──────── SUPPLIED MATERIAL
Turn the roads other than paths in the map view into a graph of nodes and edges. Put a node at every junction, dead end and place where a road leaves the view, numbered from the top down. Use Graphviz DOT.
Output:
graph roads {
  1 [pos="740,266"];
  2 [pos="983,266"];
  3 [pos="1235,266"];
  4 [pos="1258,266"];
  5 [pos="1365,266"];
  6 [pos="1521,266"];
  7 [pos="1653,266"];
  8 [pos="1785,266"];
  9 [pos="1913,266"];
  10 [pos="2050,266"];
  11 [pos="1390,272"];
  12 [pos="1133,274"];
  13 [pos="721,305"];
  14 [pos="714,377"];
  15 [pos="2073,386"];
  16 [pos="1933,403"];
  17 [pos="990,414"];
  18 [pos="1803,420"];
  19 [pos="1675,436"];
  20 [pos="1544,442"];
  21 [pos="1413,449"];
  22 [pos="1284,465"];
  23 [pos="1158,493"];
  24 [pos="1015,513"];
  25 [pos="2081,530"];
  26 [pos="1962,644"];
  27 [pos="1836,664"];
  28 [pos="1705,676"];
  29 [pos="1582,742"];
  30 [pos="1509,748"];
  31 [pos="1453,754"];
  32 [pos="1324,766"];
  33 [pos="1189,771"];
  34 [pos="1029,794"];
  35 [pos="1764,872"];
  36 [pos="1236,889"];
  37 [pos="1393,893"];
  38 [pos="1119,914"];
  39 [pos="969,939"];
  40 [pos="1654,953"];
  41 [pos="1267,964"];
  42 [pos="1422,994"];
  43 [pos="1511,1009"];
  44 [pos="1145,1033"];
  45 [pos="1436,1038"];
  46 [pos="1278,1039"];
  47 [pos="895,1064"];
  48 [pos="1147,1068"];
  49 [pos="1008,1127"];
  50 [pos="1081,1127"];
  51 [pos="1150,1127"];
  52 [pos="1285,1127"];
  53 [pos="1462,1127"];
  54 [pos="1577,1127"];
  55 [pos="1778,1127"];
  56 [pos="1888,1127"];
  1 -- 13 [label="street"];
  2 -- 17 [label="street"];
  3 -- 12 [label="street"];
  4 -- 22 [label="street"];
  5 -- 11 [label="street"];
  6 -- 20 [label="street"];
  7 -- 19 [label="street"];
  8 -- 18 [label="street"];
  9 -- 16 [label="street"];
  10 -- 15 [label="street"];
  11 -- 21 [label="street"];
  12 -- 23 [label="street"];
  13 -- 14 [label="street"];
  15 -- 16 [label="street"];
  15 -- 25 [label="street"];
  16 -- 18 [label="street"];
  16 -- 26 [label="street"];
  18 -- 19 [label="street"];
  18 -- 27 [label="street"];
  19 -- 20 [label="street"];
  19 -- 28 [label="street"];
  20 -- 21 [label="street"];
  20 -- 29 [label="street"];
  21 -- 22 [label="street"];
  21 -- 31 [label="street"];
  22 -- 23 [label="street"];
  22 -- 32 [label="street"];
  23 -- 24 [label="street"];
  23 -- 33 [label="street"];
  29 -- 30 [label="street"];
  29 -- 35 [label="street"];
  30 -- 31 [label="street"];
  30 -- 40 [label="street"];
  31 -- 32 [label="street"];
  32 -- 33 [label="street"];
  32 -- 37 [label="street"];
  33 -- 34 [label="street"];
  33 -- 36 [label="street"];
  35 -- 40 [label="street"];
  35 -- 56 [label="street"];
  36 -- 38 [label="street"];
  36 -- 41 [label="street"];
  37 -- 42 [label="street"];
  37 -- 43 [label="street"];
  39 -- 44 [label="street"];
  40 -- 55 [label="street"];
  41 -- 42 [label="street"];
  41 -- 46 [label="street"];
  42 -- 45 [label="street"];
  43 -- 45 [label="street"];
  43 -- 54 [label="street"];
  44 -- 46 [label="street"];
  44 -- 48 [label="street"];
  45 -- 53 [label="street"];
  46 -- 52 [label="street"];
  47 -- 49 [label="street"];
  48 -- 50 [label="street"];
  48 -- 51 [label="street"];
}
────────────────
#### EXERCISE GOAL
In the entries above, count each line that includes "roads" and report the total with no other text.

#### WRITTEN SOLUTION
2